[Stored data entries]

┌──

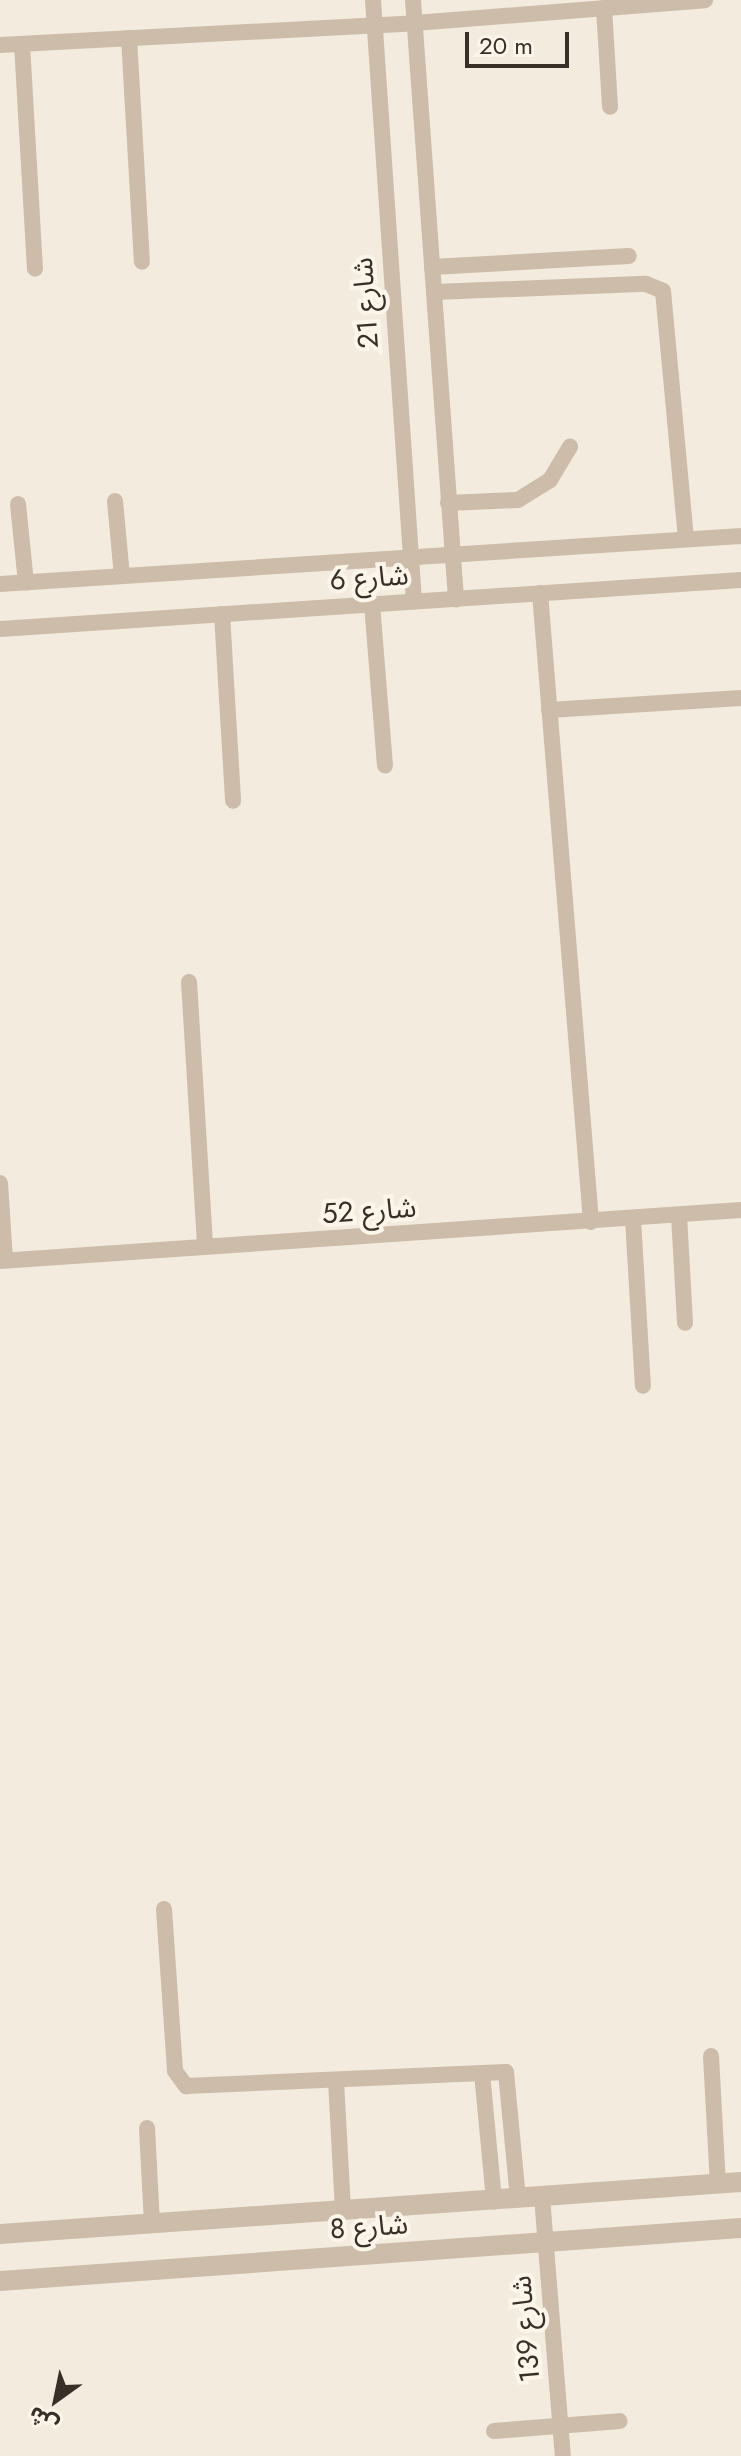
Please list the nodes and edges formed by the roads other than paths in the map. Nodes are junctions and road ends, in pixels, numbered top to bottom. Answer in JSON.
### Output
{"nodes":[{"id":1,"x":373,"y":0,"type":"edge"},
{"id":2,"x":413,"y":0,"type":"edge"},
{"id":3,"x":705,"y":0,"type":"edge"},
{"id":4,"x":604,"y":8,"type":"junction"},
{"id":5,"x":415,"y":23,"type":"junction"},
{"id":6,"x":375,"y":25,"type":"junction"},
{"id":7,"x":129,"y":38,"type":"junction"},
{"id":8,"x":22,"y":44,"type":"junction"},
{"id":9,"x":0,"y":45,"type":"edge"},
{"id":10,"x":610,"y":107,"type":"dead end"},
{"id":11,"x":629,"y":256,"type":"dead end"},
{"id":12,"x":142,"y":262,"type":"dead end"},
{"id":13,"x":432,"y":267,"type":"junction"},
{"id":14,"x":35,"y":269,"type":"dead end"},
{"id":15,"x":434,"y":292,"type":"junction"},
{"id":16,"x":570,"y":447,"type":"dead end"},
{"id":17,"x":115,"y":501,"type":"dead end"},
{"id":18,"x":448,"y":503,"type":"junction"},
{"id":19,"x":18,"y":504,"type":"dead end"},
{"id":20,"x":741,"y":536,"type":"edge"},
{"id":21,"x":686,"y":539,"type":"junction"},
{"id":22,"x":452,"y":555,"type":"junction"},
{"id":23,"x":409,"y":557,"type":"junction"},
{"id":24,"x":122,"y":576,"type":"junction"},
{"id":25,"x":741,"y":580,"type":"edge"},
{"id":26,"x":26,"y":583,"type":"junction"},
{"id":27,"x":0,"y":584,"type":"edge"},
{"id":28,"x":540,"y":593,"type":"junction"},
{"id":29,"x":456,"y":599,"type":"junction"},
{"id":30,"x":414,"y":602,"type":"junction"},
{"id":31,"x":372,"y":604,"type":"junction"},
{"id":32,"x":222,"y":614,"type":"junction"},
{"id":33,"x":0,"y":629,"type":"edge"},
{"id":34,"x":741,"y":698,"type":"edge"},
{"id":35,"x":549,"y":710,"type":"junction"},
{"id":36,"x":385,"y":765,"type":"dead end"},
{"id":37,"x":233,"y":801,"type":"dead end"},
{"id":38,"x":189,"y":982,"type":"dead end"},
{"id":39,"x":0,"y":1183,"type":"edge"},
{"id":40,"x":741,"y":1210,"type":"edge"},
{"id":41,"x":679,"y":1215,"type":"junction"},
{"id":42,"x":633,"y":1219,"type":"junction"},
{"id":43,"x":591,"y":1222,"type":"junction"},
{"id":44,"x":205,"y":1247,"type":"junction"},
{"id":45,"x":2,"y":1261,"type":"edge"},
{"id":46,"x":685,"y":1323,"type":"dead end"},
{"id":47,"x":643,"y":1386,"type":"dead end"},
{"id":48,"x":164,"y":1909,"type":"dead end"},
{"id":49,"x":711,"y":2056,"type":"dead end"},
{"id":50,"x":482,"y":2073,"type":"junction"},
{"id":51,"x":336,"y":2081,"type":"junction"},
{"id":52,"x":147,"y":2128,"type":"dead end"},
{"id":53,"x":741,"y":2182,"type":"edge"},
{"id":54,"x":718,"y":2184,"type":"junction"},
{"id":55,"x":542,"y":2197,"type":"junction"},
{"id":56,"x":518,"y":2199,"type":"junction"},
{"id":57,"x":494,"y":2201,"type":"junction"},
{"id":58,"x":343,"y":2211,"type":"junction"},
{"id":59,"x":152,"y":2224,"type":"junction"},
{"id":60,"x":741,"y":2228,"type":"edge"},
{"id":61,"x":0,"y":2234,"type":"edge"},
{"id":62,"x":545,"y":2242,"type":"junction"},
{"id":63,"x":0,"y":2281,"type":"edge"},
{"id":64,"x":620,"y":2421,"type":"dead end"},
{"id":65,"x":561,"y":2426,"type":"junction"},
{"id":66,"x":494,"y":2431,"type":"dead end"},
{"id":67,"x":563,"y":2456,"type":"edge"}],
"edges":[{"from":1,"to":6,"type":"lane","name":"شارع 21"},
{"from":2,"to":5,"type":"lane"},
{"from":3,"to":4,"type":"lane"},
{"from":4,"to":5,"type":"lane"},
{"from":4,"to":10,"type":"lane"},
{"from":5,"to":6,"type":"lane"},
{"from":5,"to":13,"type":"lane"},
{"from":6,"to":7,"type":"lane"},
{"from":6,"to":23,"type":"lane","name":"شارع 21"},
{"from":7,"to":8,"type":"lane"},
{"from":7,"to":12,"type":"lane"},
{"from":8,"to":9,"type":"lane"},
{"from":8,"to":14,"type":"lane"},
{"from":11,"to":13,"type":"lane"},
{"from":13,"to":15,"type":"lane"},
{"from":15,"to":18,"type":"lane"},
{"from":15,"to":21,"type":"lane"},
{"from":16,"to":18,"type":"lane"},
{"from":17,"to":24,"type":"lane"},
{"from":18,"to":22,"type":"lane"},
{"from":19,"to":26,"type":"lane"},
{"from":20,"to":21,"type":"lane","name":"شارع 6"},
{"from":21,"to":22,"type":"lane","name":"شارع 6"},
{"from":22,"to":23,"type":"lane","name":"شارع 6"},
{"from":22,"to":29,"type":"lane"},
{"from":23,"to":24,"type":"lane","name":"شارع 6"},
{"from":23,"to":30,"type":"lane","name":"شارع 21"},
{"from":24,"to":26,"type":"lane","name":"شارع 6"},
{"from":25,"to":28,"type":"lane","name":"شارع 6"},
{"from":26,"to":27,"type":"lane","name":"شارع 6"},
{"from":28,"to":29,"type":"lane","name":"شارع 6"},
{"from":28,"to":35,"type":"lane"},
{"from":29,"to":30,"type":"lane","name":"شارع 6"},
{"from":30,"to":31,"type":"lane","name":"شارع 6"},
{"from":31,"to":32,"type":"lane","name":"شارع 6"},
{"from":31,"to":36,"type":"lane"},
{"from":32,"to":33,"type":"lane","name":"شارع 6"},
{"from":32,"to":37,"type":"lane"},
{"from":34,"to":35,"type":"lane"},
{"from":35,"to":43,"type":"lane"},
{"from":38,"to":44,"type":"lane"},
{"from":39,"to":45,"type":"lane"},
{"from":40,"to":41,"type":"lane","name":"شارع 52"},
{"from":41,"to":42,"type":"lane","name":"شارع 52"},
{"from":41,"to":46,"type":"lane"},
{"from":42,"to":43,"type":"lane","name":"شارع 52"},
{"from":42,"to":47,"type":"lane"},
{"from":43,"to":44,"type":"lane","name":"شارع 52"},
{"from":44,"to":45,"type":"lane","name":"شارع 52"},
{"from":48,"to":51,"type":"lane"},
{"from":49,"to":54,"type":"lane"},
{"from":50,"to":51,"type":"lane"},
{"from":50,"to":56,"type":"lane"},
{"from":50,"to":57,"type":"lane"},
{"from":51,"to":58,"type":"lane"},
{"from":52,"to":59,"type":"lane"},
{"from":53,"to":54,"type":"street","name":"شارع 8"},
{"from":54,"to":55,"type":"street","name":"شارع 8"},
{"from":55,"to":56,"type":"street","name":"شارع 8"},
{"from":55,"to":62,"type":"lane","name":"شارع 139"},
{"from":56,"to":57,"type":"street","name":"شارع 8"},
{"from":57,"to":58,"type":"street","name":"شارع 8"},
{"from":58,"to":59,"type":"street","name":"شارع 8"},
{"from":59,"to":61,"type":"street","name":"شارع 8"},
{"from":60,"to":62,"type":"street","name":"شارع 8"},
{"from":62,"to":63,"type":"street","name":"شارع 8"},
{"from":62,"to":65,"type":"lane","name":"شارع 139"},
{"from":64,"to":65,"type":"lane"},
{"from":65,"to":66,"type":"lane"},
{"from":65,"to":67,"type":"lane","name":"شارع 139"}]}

└──

Count the lines of the entries above in which the string "edges" appears. Supply the number only.

**Output below:**
2